Russia and the United States seem to have established their own zones of influence within Syria. The US is active in the north. The Russians will not meddle in the north. But should Turkey attempt to intervene, then they will. Russia has a joint defense agreement with Syria. They will prevent Turkish intervention not to defend us [Kurds] but to defend Syria’s border.

What are the prospects for cooperation between Turkey and the Rojava [Syrian Kurdistan] administration?

Had Turkey taken the fight against IS seriously from the start, IS would not still be on Turkey’s borders. IS is massacring Kurds, forcibly evacuating the Kurds, burning their villages. Why is Turkey not doing anything; why is it unable to stop this? We have proposed to take care of it ourselves. Then why is Turkey standing in our way? You know there is this Turkmen brigade trained by Turkey called “Sultan” something or the other. They all defected to Daesh. It was a total fiasco.

Are you saying there is no hope for normalizing relations with Ankara?

Should Turkey adopt a more moderate stand toward us, we as politicians are ready to talk and good things could ensue. But Turkish officials keep calling the PYD and the YPG [People’s Protection Units] “terrorists”. What kind of terrorism have we engaged in?

Had they gone along with what we proposed to them two years ago, everything might have been different today. Instead of coexisting fraternally, Turkey labels us enemies.

What we really want is to fight IS together with Turkey, America and the other coalition forces. Moreover, we are not opposed to a security zone. What we are opposed to is a Turkish-controlled security zone. The no-fly zones that were established in Iraq in 1992 could be applied in Syria as well. If the whole of northern Syria were under United Nations protection, we would feel more secure.

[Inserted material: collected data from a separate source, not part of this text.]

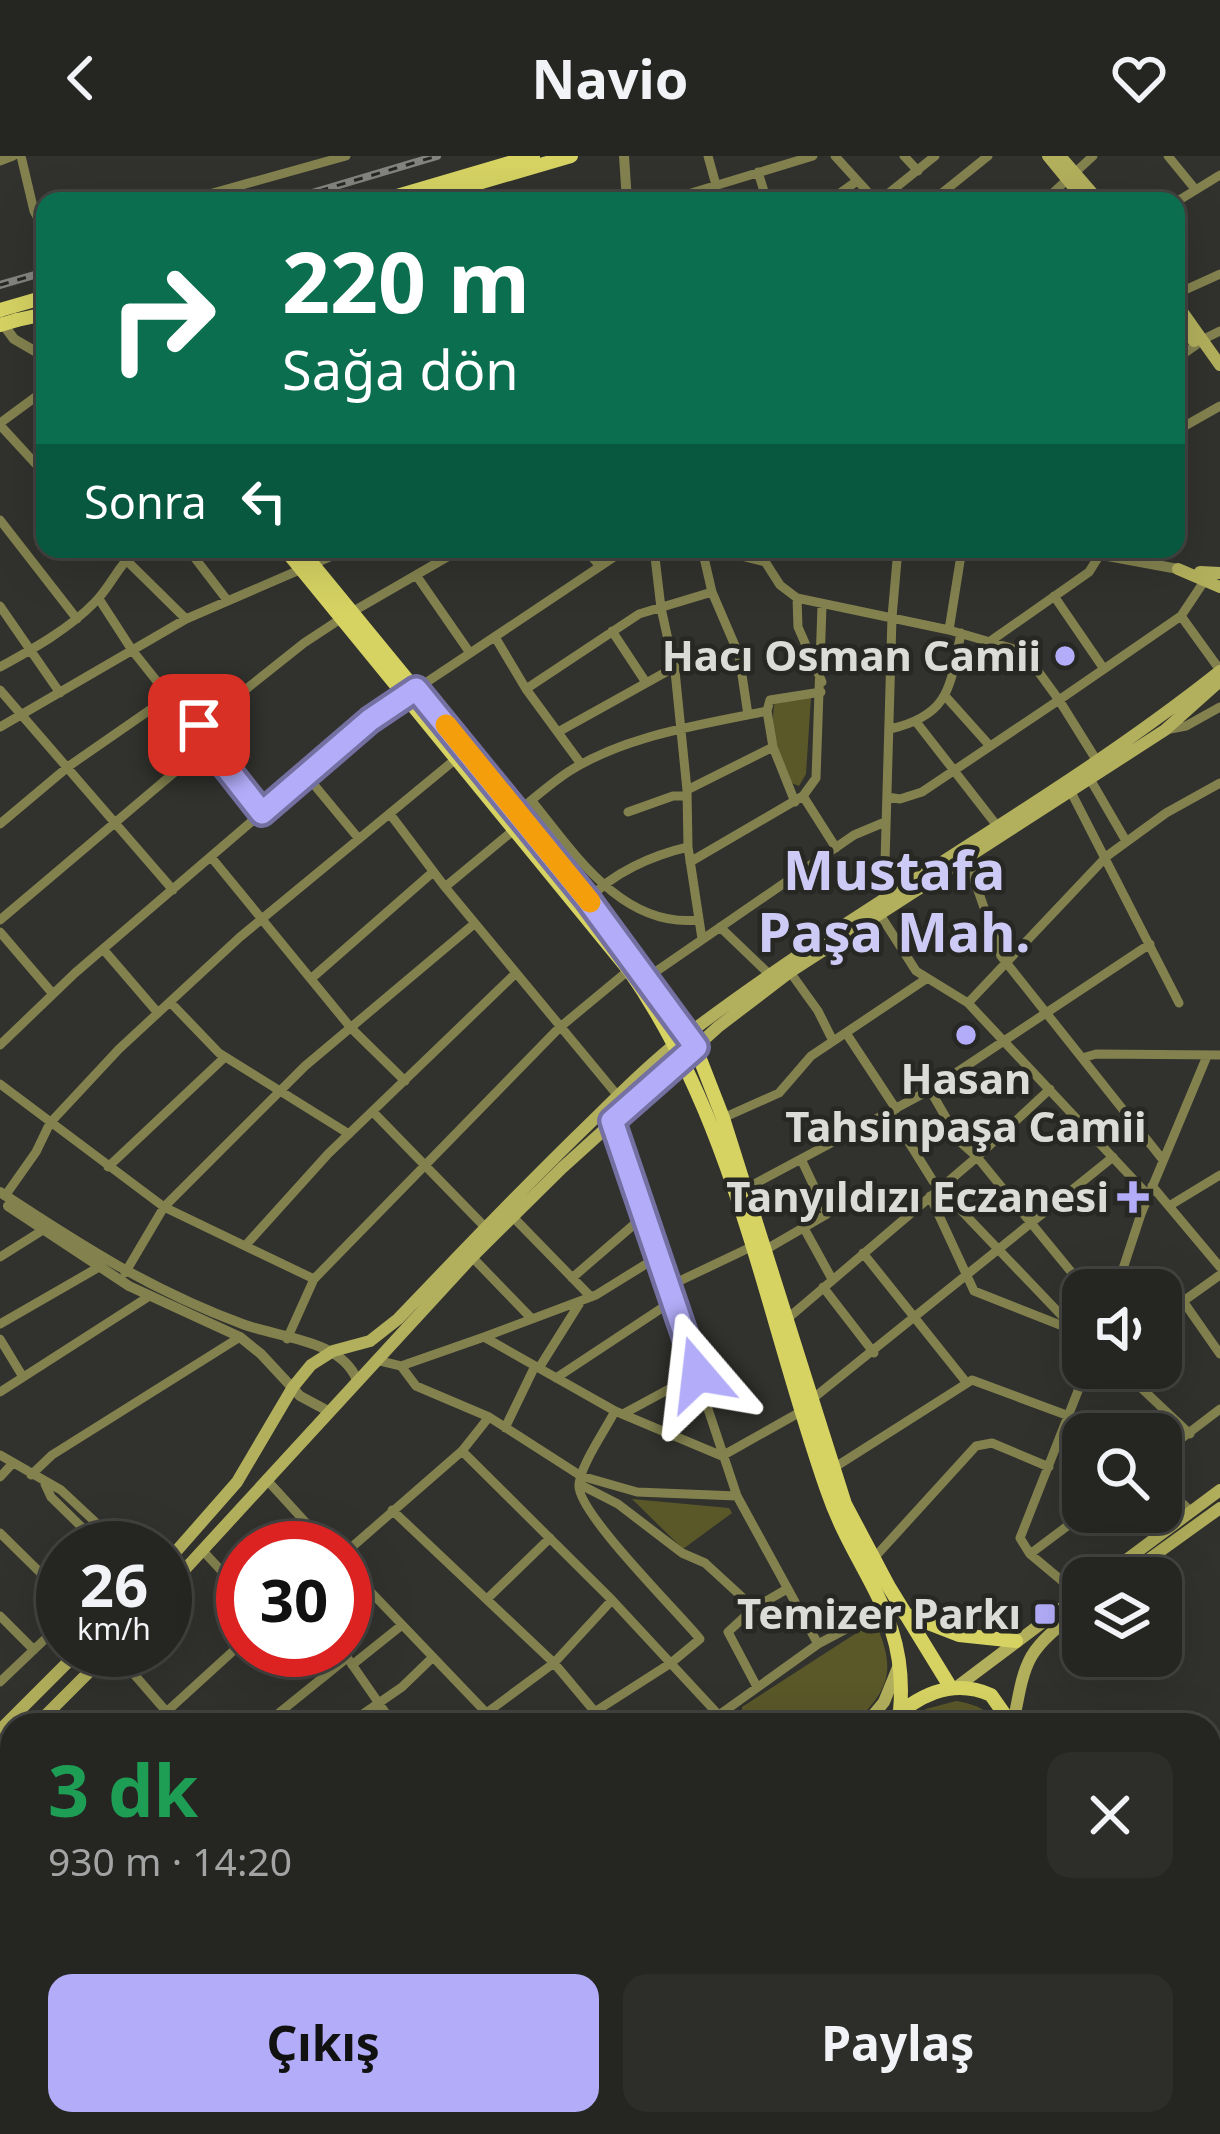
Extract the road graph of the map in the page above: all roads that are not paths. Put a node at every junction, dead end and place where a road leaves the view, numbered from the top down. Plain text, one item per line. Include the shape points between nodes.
1 (17, 156) edge
2 (346, 156) edge
3 (533, 156) edge
4 (571, 156) edge
5 (624, 156) edge
6 (708, 156) edge
7 (813, 156) edge
8 (835, 156) edge
9 (904, 156) edge
10 (935, 156) edge
11 (988, 156) edge
12 (1048, 156) edge
13 (1060, 156) edge
14 (1093, 156) edge
15 (1168, 156) edge
16 (0, 161) edge
17 (919, 171) junction
18 (758, 172) junction
19 (1071, 175) junction
20 (1220, 175) edge
21 (857, 181) junction
22 (716, 185) junction
23 (1195, 189) junction
24 (216, 192) edge
25 (411, 192) edge
26 (448, 192) edge
27 (626, 192) edge
28 (700, 192) edge
29 (764, 192) edge
30 (842, 192) edge
31 (868, 192) edge
32 (890, 192) edge
33 (943, 192) edge
34 (1053, 192) edge
35 (1080, 192) edge
36 (1090, 192) edge
37 (1185, 196) edge
38 (36, 215) edge
39 (1220, 274) edge
40 (1185, 289) edge
41 (36, 301) edge
42 (36, 315) edge
43 (4, 317) edge
44 (1185, 318) edge
45 (1185, 327) edge
46 (1220, 331) edge
47 (1199, 342) junction
48 (36, 350) edge
49 (1185, 352) edge
50 (1220, 365) edge
51 (1220, 378) edge
52 (36, 397) edge
53 (1220, 406) edge
54 (0, 424) edge
55 (1185, 426) edge
56 (36, 464) edge
57 (0, 520) edge
58 (195, 558) edge
59 (296, 558) edge
60 (304, 558) edge
61 (328, 558) edge
62 (445, 558) edge
63 (592, 558) edge
64 (612, 558) edge
65 (655, 558) edge
66 (704, 558) edge
67 (749, 558) edge
68 (763, 558) edge
69 (897, 558) edge
70 (961, 558) edge
71 (1099, 558) edge
72 (1112, 558) edge
73 (125, 560) joint
74 (765, 562) junction
75 (599, 566) junction
76 (308, 567) junction
77 (1178, 569) joint
78 (416, 575) junction
79 (1201, 578) junction
80 (1220, 583) edge
81 (712, 592) junction
82 (1054, 596) junction
83 (99, 598) junction
84 (797, 598) junction
85 (226, 600) junction
86 (0, 606) edge
87 (822, 606) junction
88 (661, 608) junction
89 (347, 615) junction
90 (1181, 616) junction
91 (892, 617) junction
92 (76, 619) junction
93 (186, 619) junction
94 (4, 621) edge
95 (949, 630) junction
96 (612, 631) junction
97 (962, 633) junction
98 (495, 637) junction
99 (992, 640) junction
100 (31, 650) junction
101 (132, 650) junction
102 (470, 653) junction
103 (0, 667) edge
104 (675, 667) junction
105 (1104, 669) junction
106 (1220, 671) edge
107 (645, 681) junction
108 (1220, 685) edge
109 (821, 687) junction
110 (526, 689) junction
111 (0, 690) edge
112 (411, 692) junction
113 (60, 693) junction
114 (170, 696) junction
115 (947, 698) junction
116 (1059, 700) junction
117 (1220, 707) edge
118 (767, 711) junction
119 (23, 715) junction
120 (748, 715) junction
121 (917, 723) junction
122 (0, 727) edge
123 (682, 728) junction
124 (196, 729) junction
125 (890, 730) junction
126 (1165, 730) junction
127 (558, 732) junction
128 (208, 744) junction
129 (989, 746) junction
130 (772, 747) junction
131 (457, 758) junction
132 (1097, 761) junction
133 (581, 764) junction
134 (69, 766) junction
135 (955, 770) junction
136 (305, 775) junction
137 (1090, 779) junction
138 (1220, 783) edge
139 (1071, 792) junction
140 (687, 793) junction
141 (887, 797) junction
142 (799, 799) junction
143 (532, 801) junction
144 (628, 812) dead end
145 (262, 813) junction
146 (390, 814) junction
147 (516, 821) junction
148 (885, 822) junction
149 (116, 823) junction
150 (0, 824) edge
151 (998, 827) junction
152 (359, 839) junction
153 (1126, 842) junction
154 (569, 847) junction
155 (688, 848) junction
156 (836, 848) junction
157 (211, 856) junction
158 (1107, 856) junction
159 (554, 859) junction
160 (967, 860) junction
161 (690, 862) junction
162 (433, 872) junction
163 (601, 885) junction
164 (445, 887) junction
165 (172, 890) junction
166 (884, 896) junction
167 (588, 900) junction
168 (879, 913) junction
169 (2, 914) edge
170 (260, 920) junction
171 (698, 920) junction
172 (474, 924) junction
173 (720, 927) junction
174 (0, 932) edge
175 (703, 938) junction
176 (1150, 944) junction
177 (104, 950) junction
178 (1006, 962) junction
179 (629, 970) junction
180 (790, 972) junction
181 (515, 974) junction
182 (769, 974) junction
183 (313, 977) junction
184 (648, 977) junction
185 (926, 980) junction
186 (53, 994) junction
187 (170, 1002) junction
188 (968, 1003) junction
189 (1179, 1003) dead end
190 (158, 1013) junction
191 (1048, 1013) junction
192 (351, 1028) junction
193 (560, 1028) junction
194 (846, 1033) junction
195 (833, 1041) junction
196 (1007, 1042) junction
197 (0, 1046) edge
198 (685, 1046) junction
199 (1220, 1054) edge
200 (1208, 1056) junction
201 (225, 1057) junction
202 (1082, 1058) junction
203 (405, 1081) junction
204 (0, 1084) edge
205 (1050, 1089) junction
206 (931, 1090) junction
207 (280, 1091) junction
208 (618, 1096) junction
209 (893, 1110) junction
210 (373, 1112) junction
211 (723, 1118) junction
212 (612, 1121) junction
213 (50, 1123) junction
214 (349, 1134) junction
215 (977, 1157) junction
216 (1113, 1157) junction
217 (801, 1159) junction
218 (1162, 1160) junction
219 (425, 1164) junction
220 (108, 1167) junction
221 (1220, 1175) edge
222 (940, 1188) junction
223 (745, 1189) junction
224 (1150, 1191) junction
225 (2, 1196) edge
226 (930, 1196) junction
227 (1169, 1206) junction
228 (164, 1207) junction
229 (645, 1215) junction
230 (512, 1216) junction
231 (1032, 1224) junction
232 (485, 1227) junction
233 (44, 1230) junction
234 (805, 1230) junction
235 (245, 1246) junction
236 (758, 1248) junction
237 (1000, 1251) junction
238 (863, 1253) junction
239 (659, 1256) junction
240 (0, 1257) edge
241 (472, 1257) junction
242 (99, 1267) junction
243 (1069, 1269) edge
244 (1123, 1269) edge
245 (1220, 1271) edge
246 (125, 1273) junction
247 (965, 1276) junction
248 (572, 1278) junction
249 (314, 1279) junction
250 (828, 1283) junction
251 (669, 1286) junction
252 (148, 1297) junction
253 (586, 1299) junction
254 (674, 1300) junction
255 (1183, 1301) joint
256 (1062, 1316) edge
257 (532, 1319) junction
258 (787, 1319) junction
259 (916, 1320) junction
260 (0, 1324) edge
261 (1062, 1326) edge
262 (484, 1336) junction
263 (239, 1337) junction
264 (287, 1339) junction
265 (0, 1340) edge
266 (333, 1351) junction
267 (874, 1353) junction
268 (1220, 1354) edge
269 (376, 1360) junction
270 (401, 1366) junction
271 (537, 1367) junction
272 (698, 1374) junction
273 (23, 1377) junction
274 (556, 1378) junction
275 (357, 1380) junction
276 (966, 1382) junction
277 (293, 1387) junction
278 (1142, 1389) edge
279 (0, 1392) edge
280 (806, 1406) junction
281 (1220, 1409) edge
282 (328, 1411) junction
283 (619, 1412) junction
284 (1062, 1413) edge
285 (489, 1418) junction
286 (505, 1428) junction
287 (1062, 1434) edge
288 (1190, 1434) junction
289 (1182, 1440) edge
290 (462, 1451) junction
291 (0, 1455) edge
292 (722, 1456) junction
293 (14, 1463) junction
294 (1049, 1467) junction
295 (832, 1469) junction
296 (31, 1475) junction
297 (0, 1477) edge
298 (266, 1479) junction
299 (580, 1480) junction
300 (45, 1484) junction
301 (1220, 1490) edge
302 (737, 1496) junction
303 (1182, 1503) edge
304 (1220, 1508) edge
305 (392, 1510) junction
306 (1192, 1512) junction
307 (75, 1521) edge
308 (94, 1521) edge
309 (304, 1521) edge
310 (372, 1528) edge
311 (1062, 1530) edge
312 (0, 1533) edge
313 (192, 1533) edge
314 (550, 1538) junction
315 (202, 1551) junction
316 (1030, 1554) junction
317 (1131, 1557) edge
318 (1152, 1557) edge
319 (874, 1558) junction
320 (192, 1560) edge
321 (216, 1566) edge
322 (36, 1568) edge
323 (1062, 1581) edge
324 (787, 1589) junction
325 (372, 1593) edge
326 (487, 1599) junction
327 (612, 1600) junction
328 (754, 1608) junction
329 (884, 1609) junction
330 (1062, 1611) edge
331 (905, 1614) junction
332 (0, 1616) edge
333 (1062, 1619) edge
334 (402, 1625) junction
335 (1016, 1641) junction
336 (372, 1643) edge
337 (818, 1644) junction
338 (34, 1650) joint
339 (433, 1657) junction
340 (902, 1658) junction
341 (554, 1663) junction
342 (671, 1663) junction
343 (216, 1666) edge
344 (53, 1677) edge
345 (85, 1677) edge
346 (135, 1677) edge
347 (321, 1677) edge
348 (360, 1677) edge
349 (0, 1682) edge
350 (757, 1687) junction
351 (954, 1687) junction
352 (378, 1704) junction
353 (596, 1711) joint
354 (900, 1711) joint
355 (165, 1712) joint
356 (485, 1712) joint
357 (17, 1713) edge
358 (48, 1713) edge
359 (278, 1713) edge
360 (365, 1713) edge
361 (385, 1713) edge
362 (716, 1713) edge
363 (721, 1713) edge
364 (875, 1713) edge
365 (1004, 1713) edge
366 (1015, 1713) edge

1 - 16 street
1 - 38 street
2 - 24 street
3 - 25 main road
4 - 26 main road
5 - 27 street
6 - 22 street
7 - 18 street
8 - 21 street
9 - 17 street
10 - 17 street
11 - 33 street
12 - 19 main road
13 - 19 main road
14 - 19 street
15 - 23 street
17 - 32 street
18 - 22 street
18 - 29 street
19 - 34 street
19 - 35 main road
19 - 36 main road
20 - 23 street
21 - 30 street
21 - 31 street
22 - 28 street
23 - 37 street
39 - 40 street
41 - 43 main road
42 - 43 main road
43 - 48 street via 14,339
44 - 47 main road
45 - 47 main road
46 - 47 street
47 - 49 street
47 - 50 main road
47 - 51 main road
52 - 54 street
53 - 55 street
54 - 56 street
57 - 92 street
58 - 85 street
59 - 76 main road
60 - 76 main road
61 - 76 street
62 - 78 street
63 - 75 street
64 - 75 street
65 - 88 street
66 - 81 street
67 - 74 street
68 - 74 street
69 - 91 street
70 - 95 street
71 - 82 street
72 - 77 street
73 - 83 street
73 - 93 street
74 - 84 street
75 - 98 street
76 - 85 street
76 - 89 main road
77 - 79 main road
78 - 89 street
78 - 102 street
79 - 80 main road
79 - 90 street
81 - 88 street
81 - 120 street via 739,656
82 - 99 street
82 - 105 street
83 - 92 street
83 - 101 street
84 - 87 street
84 - 109 street via 798,627
85 - 93 street
86 - 94 street
87 - 91 street
87 - 109 street
88 - 96 street
88 - 104 street
89 - 112 main road
89 - 124 street
90 - 105 street
90 - 106 street
91 - 95 street
91 - 125 street
92 - 100 street
93 - 101 street
94 - 100 street
95 - 97 street
96 - 107 street
96 - 110 street
97 - 99 street
97 - 115 street
98 - 102 street
98 - 110 street
99 - 116 street via 1024,652
100 - 103 street
100 - 113 street
101 - 113 street
101 - 114 street
102 - 112 street
104 - 107 street
104 - 123 street
105 - 116 street
106 - 132 main road
107 - 127 street
108 - 126 main road
109 - 118 street via 770,700
109 - 142 street via 816,778
110 - 127 street
111 - 119 street
112 - 131 main road
112 - 136 street
112 - 147 main road
113 - 119 street
114 - 124 street
114 - 134 street
115 - 121 street
115 - 129 street
116 - 129 street
116 - 132 street
117 - 126 street
118 - 120 street
118 - 130 street
119 - 122 street
119 - 134 street
120 - 123 street
121 - 125 street
121 - 135 street
123 - 133 street
123 - 140 street
124 - 128 street
125 - 141 street
126 - 137 main road
127 - 133 street
128 - 145 street
128 - 149 street
129 - 135 street
130 - 140 street
130 - 142 street
131 - 146 street
131 - 147 main road
132 - 151 main road
133 - 143 street
134 - 149 street
134 - 150 street
135 - 141 street via 912,797
135 - 151 street
136 - 145 street
136 - 152 street
137 - 139 main road
137 - 153 street
138 - 153 street
139 - 158 street
139 - 160 main road
140 - 144 street
140 - 155 street
141 - 148 street
142 - 156 street
142 - 161 street
143 - 147 street
143 - 154 street
145 - 157 street
146 - 152 street
146 - 162 street
147 - 159 main road
147 - 164 street
147 - 179 main road
148 - 156 street
148 - 166 street
149 - 165 street
149 - 169 street
151 - 166 main road
152 - 170 street
153 - 158 street
154 - 159 street
154 - 163 street
155 - 161 street
155 - 163 street
156 - 173 street
157 - 165 street
157 - 170 street
158 - 176 street
158 - 178 street
159 - 167 main road
160 - 168 main road
160 - 178 street
161 - 171 street
162 - 164 street
162 - 183 street
163 - 167 street
163 - 171 street via 660,919
164 - 172 street
165 - 177 street
166 - 168 street
166 - 182 main road
167 - 184 main road
168 - 180 main road
168 - 185 street
170 - 183 street
170 - 187 street
171 - 175 street
172 - 181 street
172 - 192 street
173 - 175 street
173 - 182 street
174 - 186 street
175 - 184 street
176 - 189 street
176 - 191 street
177 - 186 street
177 - 190 street
178 - 188 street
178 - 191 street
179 - 193 street
179 - 198 main road
180 - 195 street
180 - 198 main road
181 - 193 street
181 - 203 street
182 - 198 main road
183 - 192 street
184 - 198 main road
185 - 188 street
185 - 194 street
186 - 197 street
187 - 190 street
187 - 201 street
188 - 196 street
190 - 213 street
191 - 196 street
191 - 202 street
192 - 203 street
192 - 207 street
193 - 208 street
193 - 219 street
194 - 195 street
194 - 209 street
195 - 211 street via 779,1093
196 - 205 street
196 - 206 street
198 - 208 main road
198 - 211 main road
198 - 212 main road
198 - 236 main road
199 - 200 street
200 - 202 street
200 - 218 street
201 - 207 street
201 - 220 street
202 - 218 street
203 - 210 street
204 - 213 street
205 - 215 street
205 - 216 street
206 - 209 street
206 - 215 street
207 - 214 street
207 - 228 street
208 - 232 main road
209 - 217 street
209 - 222 street
210 - 214 street
210 - 219 street
211 - 223 main road
212 - 229 street
212 - 230 main road
213 - 220 street
213 - 225 street
214 - 235 street
215 - 222 street
215 - 231 street
216 - 224 street
216 - 231 street
217 - 223 street
217 - 234 street via 827,1214
218 - 224 street
219 - 232 street
219 - 249 street
220 - 228 street
221 - 227 street
222 - 226 street
222 - 237 street
223 - 236 main road
224 - 227 street
224 - 244 street
225 - 233 street
225 - 246 street
226 - 238 street
226 - 247 street
227 - 245 street
228 - 235 street
228 - 246 street
229 - 239 street
229 - 248 street
230 - 241 main road
230 - 248 street
231 - 237 street
231 - 243 street
232 - 266 main road via 380,1334
233 - 240 street
233 - 242 street
234 - 236 street
234 - 250 street
235 - 249 street
236 - 251 street
236 - 258 main road
236 - 280 main road
237 - 247 street
237 - 256 street
238 - 250 street
238 - 259 street
239 - 251 street
239 - 253 street
241 - 257 street
241 - 269 main road
242 - 252 street
242 - 260 street
245 - 255 street
246 - 264 street
247 - 259 street
247 - 261 street via 981,1295
248 - 253 street
249 - 264 street
250 - 258 street
250 - 267 street
251 - 254 street
252 - 263 street
252 - 273 street
253 - 257 street
253 - 271 street
254 - 272 street
254 - 274 street
255 - 268 street
257 - 262 street
258 - 280 main road
259 - 267 street
259 - 276 street
262 - 270 street
262 - 271 street
263 - 277 street
263 - 296 street
264 - 266 street
265 - 273 street
266 - 275 street
266 - 277 main road
267 - 280 street
269 - 270 street
269 - 275 main road
270 - 285 street via 416,1386
271 - 274 street
271 - 286 street
272 - 283 street
272 - 292 street
273 - 279 street
274 - 283 street
275 - 282 main road
276 - 284 street via 981,1380
276 - 295 street
277 - 282 street
277 - 313 main road via 237,1482
278 - 288 street
280 - 292 street
280 - 295 main road
280 - 329 main road via 831,1502
281 - 288 street
282 - 298 main road
283 - 292 street
283 - 299 street
285 - 286 street
285 - 290 street
286 - 299 street
287 - 294 street
288 - 289 street
290 - 305 street
290 - 314 street
291 - 293 street
292 - 302 street
293 - 296 street
293 - 297 street
294 - 316 street via 1021,1528
294 - 319 street via 992,1443 976,1446
295 - 319 main road
296 - 300 street
298 - 309 street
298 - 315 main road
299 - 302 street via 638,1492
299 - 328 street via 705,1564
299 - 342 street via 581,1497 606,1534 700,1639
300 - 307 street
300 - 308 street
301 - 306 main road
302 - 324 street
303 - 306 street
304 - 318 main road
305 - 310 street
305 - 326 street
306 - 317 main road
311 - 316 street
312 - 322 street
314 - 326 street
314 - 327 street
315 - 320 main road
315 - 321 street
316 - 323 street
319 - 331 main road
324 - 328 street
324 - 337 street
325 - 334 street
326 - 341 street
327 - 341 street
327 - 342 street
328 - 350 street via 728,1635
329 - 337 street
329 - 340 main road
330 - 335 main road
331 - 335 main road via 959,1635
331 - 351 main road
332 - 338 street
333 - 366 main road via 1034,1648
334 - 336 street
334 - 339 street
335 - 351 main road
337 - 350 street
338 - 349 street
339 - 352 street
339 - 356 street
340 - 354 main road
340 - 364 main road
341 - 353 street
341 - 356 street
342 - 353 street
342 - 362 street
343 - 355 street
344 - 357 main road
345 - 358 main road
346 - 355 street
347 - 359 street
348 - 352 street
350 - 363 street
351 - 354 main road
351 - 365 main road via 992,1695
352 - 360 street
352 - 361 street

Aren’t the Kurdistan Workers Party’s [PKK] recent attacks against Turkey leaving you in a precarious position? Although you argue that you are separate entities, you are both inspired by the PKK’s founder, Abdullah Ocalan.

I don’t think it affects us militarily. We are separate organizations. But a resumption of the peace process in Turkey would be to the benefit of all. Any escalation of the conflict would be to the detriment of all.

Aren’t the Kurds who embrace Apo’s [Abdullah Ocalan’s nickname] philosophy the ones who are the most effective fighting force against Daesh? When you attack them [the PKK], millions of Kurds feel they are being stabbed in the back. And they demand to know why the US and Europe are remaining silent. If they are serious about fighting Daesh, then wouldn’t they stop Turkey? There are such thoughts among the Kurds.

Meanwhile, a human tragedy is being played out. The body of Aziz Guler, a Turkish citizen who came to Rojava to fight IS, cannot be delivered to his family because Turkey won’t let it in. We cannot understand why. In the past, Turkish citizens who died in Rojava were handed over to their families and buried in their own country. This is no longer being allowed. Turkey has adopted this policy ever since the resumption of the conflict [with the PKK].

You have problems with the Kurdistan Regional Government in Iraq. KRG President Massoud Barzani says that he will open logistical supply routes from his region to Rojava only if you allow Syrian Kurdish fighters from the Kurdistan Democratic Party of Syria [KDP-S] to return. You met with President Barzani in Erbil recently and American officials were present at the talks, but you were unable to solve the problem. Why not?

There are no new developments regarding this matter. But here’s what we are proposing. If they [the KDP-S] are serious about defending the Kurds against Daesh, then they can come. Where is Daesh now? Between Jarablus and Azaz. Let them come and fight there. There is no Daesh left elsewhere in the Kurdish regions.